Much Older Than It Looks

Baraboo's landscape is older than almost anything a visitor will stand on anywhere in the Midwest. The quartzite of the Baraboo Range was forged an estimated 1.6 billion years ago, making it some of the oldest exposed rock in North America, laid down more than a billion years before the first dinosaurs. When the Wisconsin Glacier reached this area near the close of the last ice age, roughly 12,000 years ago, it dammed an ancient river gorge with moraines and left behind a 360-acre lake. Today that is the site of Devil's Lake State Park, where quartzite walls tower 500 feet above the water and one-of-a-kind formations like the Devil's Doorway and Balanced Rock perch along the bluffs.
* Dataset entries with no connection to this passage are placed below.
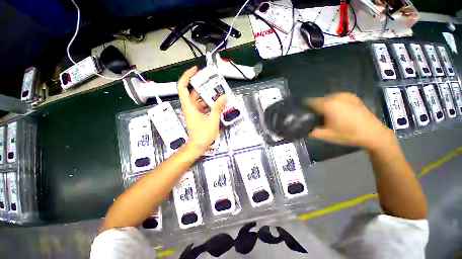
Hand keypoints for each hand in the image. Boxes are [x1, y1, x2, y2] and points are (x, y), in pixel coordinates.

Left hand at [177, 66, 227, 153]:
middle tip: (213, 81)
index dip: (187, 76)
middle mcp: (190, 107)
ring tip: (219, 91)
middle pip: (193, 92)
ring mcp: (194, 112)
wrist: (198, 146)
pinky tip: (218, 103)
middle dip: (203, 86)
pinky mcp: (198, 116)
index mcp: (189, 106)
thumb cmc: (203, 134)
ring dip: (208, 96)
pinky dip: (210, 104)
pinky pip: (203, 106)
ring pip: (200, 100)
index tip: (196, 70)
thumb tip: (224, 96)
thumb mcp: (212, 120)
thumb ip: (218, 107)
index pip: (183, 87)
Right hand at [307, 93, 395, 150]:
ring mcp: (346, 95)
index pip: (309, 101)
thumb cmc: (348, 134)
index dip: (304, 107)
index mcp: (328, 105)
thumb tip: (303, 129)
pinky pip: (337, 98)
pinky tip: (338, 112)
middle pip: (318, 100)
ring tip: (328, 115)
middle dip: (315, 107)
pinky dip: (334, 103)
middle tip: (316, 117)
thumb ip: (311, 132)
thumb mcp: (326, 136)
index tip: (304, 114)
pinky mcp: (353, 97)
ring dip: (324, 105)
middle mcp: (336, 97)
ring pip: (328, 98)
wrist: (374, 134)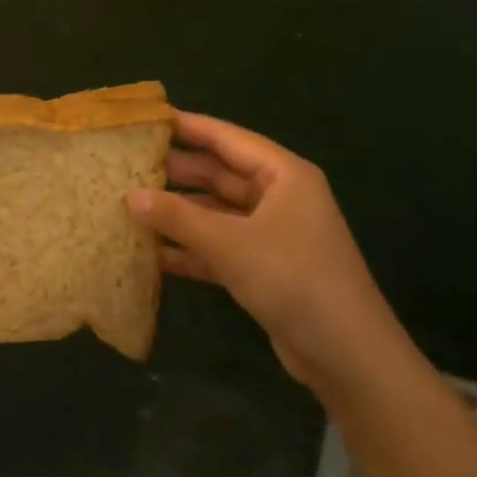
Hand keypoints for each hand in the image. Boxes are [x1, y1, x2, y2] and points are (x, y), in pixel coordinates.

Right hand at [127, 112, 410, 394]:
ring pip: (217, 212)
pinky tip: (153, 254)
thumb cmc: (293, 279)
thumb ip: (178, 217)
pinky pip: (221, 247)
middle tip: (127, 167)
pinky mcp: (266, 268)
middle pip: (220, 174)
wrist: (348, 356)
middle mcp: (280, 197)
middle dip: (177, 173)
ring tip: (131, 207)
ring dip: (180, 214)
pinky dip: (192, 249)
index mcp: (284, 175)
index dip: (188, 127)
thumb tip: (130, 196)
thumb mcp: (230, 244)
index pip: (227, 138)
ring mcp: (273, 234)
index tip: (147, 120)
The state park spans more than 9,000 acres and draws millions of visitors a year, making it Wisconsin's most popular and its largest. Camping, hiking, swimming, and wildlife watching all happen here, and the trails range across skill levels, so families and serious hikers find routes that suit them. The exposed quartzite of the Baraboo Hills also makes this one of the Midwest's premier rock-climbing destinations, with hundreds of established routes on the East and West Bluffs. Less obvious among the park's better-known sights are its Native American effigy mounds, burial earthworks that predate any permanent settlement here.
Baraboo Is Set Apart

What really sets Baraboo apart for nature lovers is how many protected places sit within reach of its center. Within a thirty-minute drive are roughly two dozen parks, a mix of state parks, state natural areas, and county grounds. Each offers something different. Natural Bridge State Park holds Wisconsin's largest natural arch, a sandstone span whose top stands 35 feet above the forest floor, with a rock shelter beneath it that sheltered people more than 10,000 years ago.
Parfrey's Glen, Wisconsin's first designated state natural area, is a deep, cool gorge cut into sandstone studded with quartzite pebbles at the southern edge of the Baraboo Hills. Set against the open bluffs of Devil's Lake, it gives the active visitor something genuinely new with each outing.
Water Recreation and Wildlife

Where Devil's Lake can get busy, Mirror Lake State Park is the quieter counterpart. A few miles to the northwest of town, this narrow impoundment of Dell Creek sits between steep sandstone walls, and its calm, no-wake water is made for paddling, kayaking, and canoeing. Anglers do well here too, with a fishery that includes largemouth bass, walleye, northern pike, and panfish. For those after the species that need moving water, sauger, channel catfish, smallmouth bass, the Baraboo River itself runs right through town and offers easy access.
The hills around Baraboo support a wide range of wildlife, starting with bald eagles and peregrine falcons that nest on the bluffs. White-tailed deer, beaver, wild turkeys, and great blue herons are all common. Birders looking for more should head to Baxter's Hollow, a large preserve west of Devil's Lake, where rare and breeding species such as the Acadian flycatcher and the hooded warbler turn up during migration.
Planning Your Trip to Baraboo

Baraboo is not hard to reach. Madison sits about thirty-five miles away, and Chicago is a manageable 2.5-hour drive. There is plenty to do beyond the trails and bluffs, beginning with the Circus World Museum, which stands on the original winter quarters of the Ringling Brothers Circus and preserves the legacy the town is proud to share. The Ringlings launched their show in Baraboo in 1884 and headquartered it here until 1918, and Al Ringling built the ornate Al. Ringling Theatre downtown in 1915 as a gift to the town.
Any season is worth the trip, though summer is the most active and the most forgiving weather for exploring. Fall runs a close second, when the quartzite bluffs stand against the reds and oranges of the turning leaves. Winter has its own appeal, with snowshoeing and cross-country skiing throughout the park and downhill runs at Devil's Head Resort, about 15 minutes to the south.
A Nature Lover's Pick in Wisconsin
Baraboo sits at the center of one of Wisconsin's densest clusters of natural attractions, with roughly two dozen parks within a thirty-minute drive. Devil's Lake and its towering bluffs anchor the area, Mirror Lake offers the calmer alternative, and the town's circus roots at places like the Circus World Museum give a rainy afternoon somewhere to go. For Wisconsinites who want dark skies and quartzite within a couple of hours of Milwaukee or Madison, Baraboo answers the call.